Green Day, for example. After Dookie, the stuff they came up with were so forgettable I can't even remember the album titles. And with the flooding of pop-punk bands, I thought ay, forget it. Then came American Idiot and then came Boulevard of Broken Dreams. It was the nagging reminder to these teenagers that this was THE band that paved the way for them. Shut up and pay your respects.

And then there's Nine Inch Nails. I still maintain to this day that The Downward Spiral changed my prototype of the crushable disaffected rock star. The video to March of the Pigs was sparse - the band performing in what looked like a studio, Trent Reznor being his dramatic self - and yet the song shone through. It was the example of the often-abused expression 'Less is more'. If you have a kick-ass song, there's no need for a kick-ass video.
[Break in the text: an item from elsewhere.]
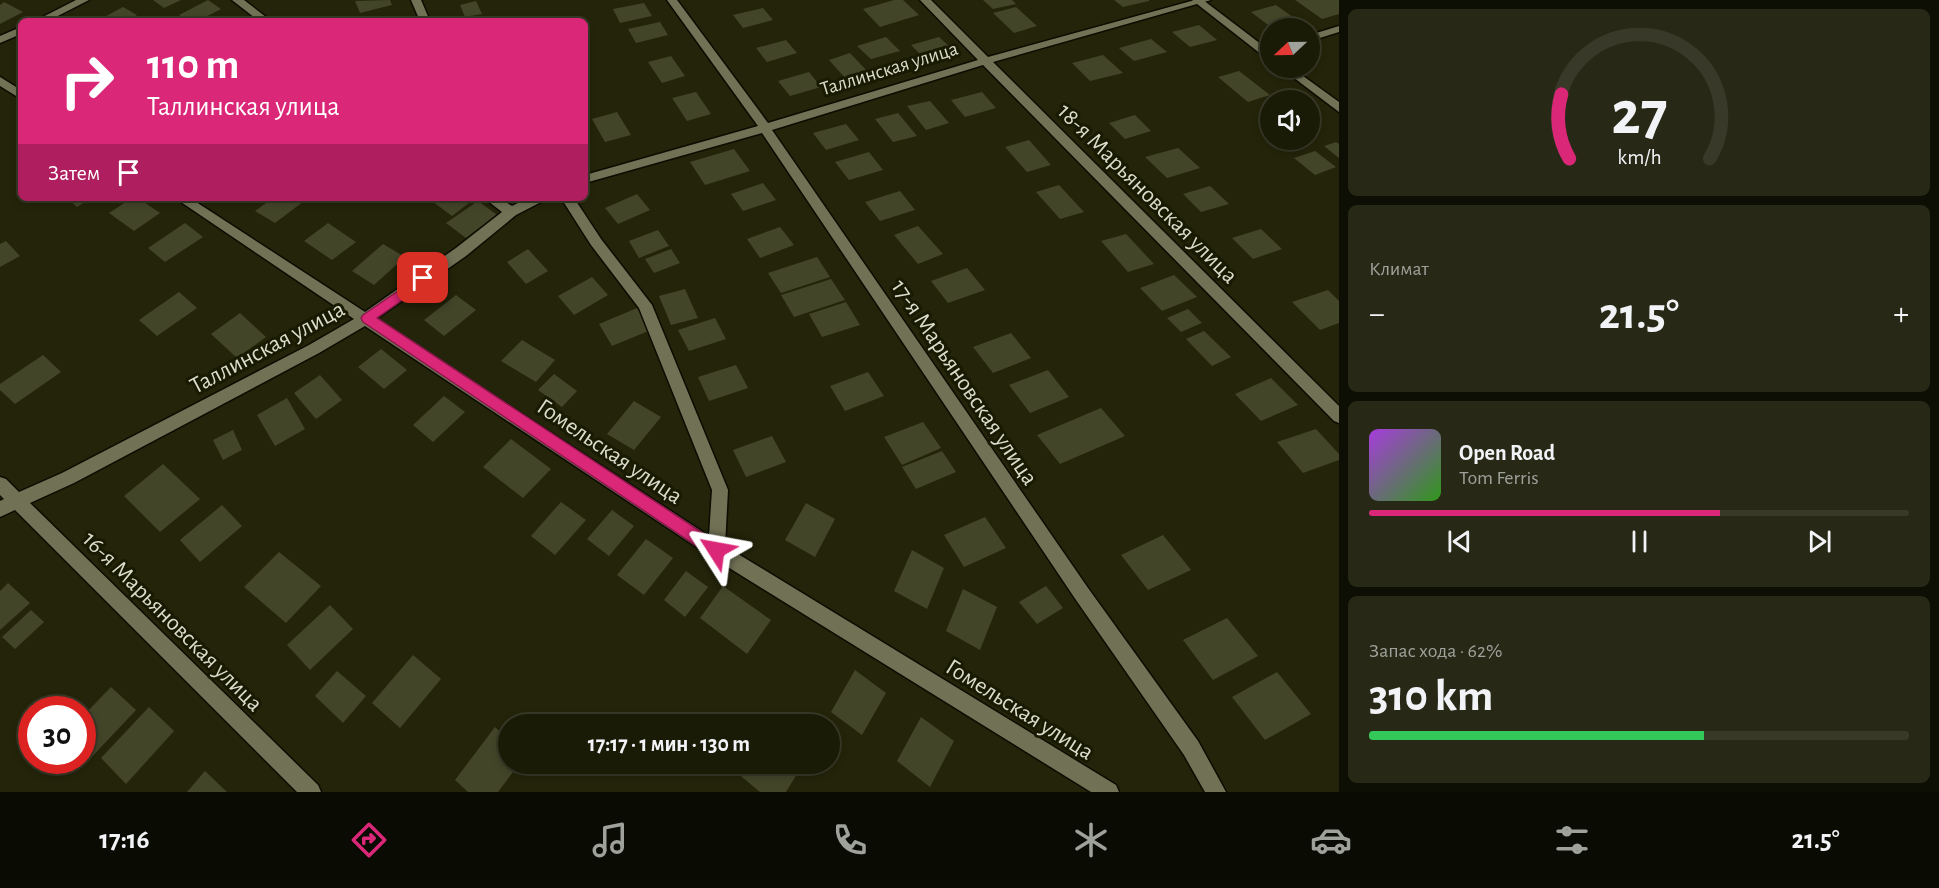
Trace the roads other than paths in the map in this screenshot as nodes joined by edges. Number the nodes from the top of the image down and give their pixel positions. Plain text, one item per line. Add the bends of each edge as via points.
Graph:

The aforementioned video came to mind when I saw the video for their new single The Hand That Feeds. Continuing Reznor's predilection for 'bluish' videos (maybe it works well with his pale complexion), the new video seems to be a retrospective nod. Hazy kinetic shots, all about showing the song. Reznor does not even take centerstage, not the usual lingering shots around the lead singer. Which is always a good idea, unless you're Dogstar and there is no redeeming value to your presence in the music scene, save for your lead singer whose name happens to be Keanu Reeves.

Watching The Hand That Feeds, I was hoping for the excitement that I felt when I first saw Hurt or even The Perfect Drug. I didn't get any. I wondered why, knowing that someone like Trent Reznor would most likely have the adequate degree of obsessive compulsiveness to monitor even the direction of his first music video in what seems like five or six years.

It wasn't the video, it was the song.

By the second minute, I was already assessing the weak points of the song. Not a good thing for me, as something that is gripping would normally leave me mellow and switching to the other music channel, hoping they'll be playing it by now.

(Shades of me and Teny sitting through a set at 70s Bistro with me picking on the sound system are coming back to me now.)

In the case of March of the Pigs, it was the first NIN song I've ever heard, my first introduction to industrial metal, so it was perfectly understandable. With Hurt, the lyrics and haunting sound engineering still weakens me. The Perfect Drug had traces of dance which, at the time, was permissible. (A belated introduction to New Order enlightened me as to why even Francis Reyes adores this relic of the 80s.)

The Hand That Feeds was all power lyrics, no oomph. (And I thought I buried this word to oblivion.) Could it be that my ears are constantly bombarded by Deftones, System of a Down and the like that NIN seem like air by now? I don't think so. Even now when I mentally play March of the Pigs, I still understand the appeal of the song.

See, even now, I can't even remember exactly why the song doesn't work. All I can muster right now are my reactions to the song. If I still feel like it, I'll hunt for the song and give it a second listen.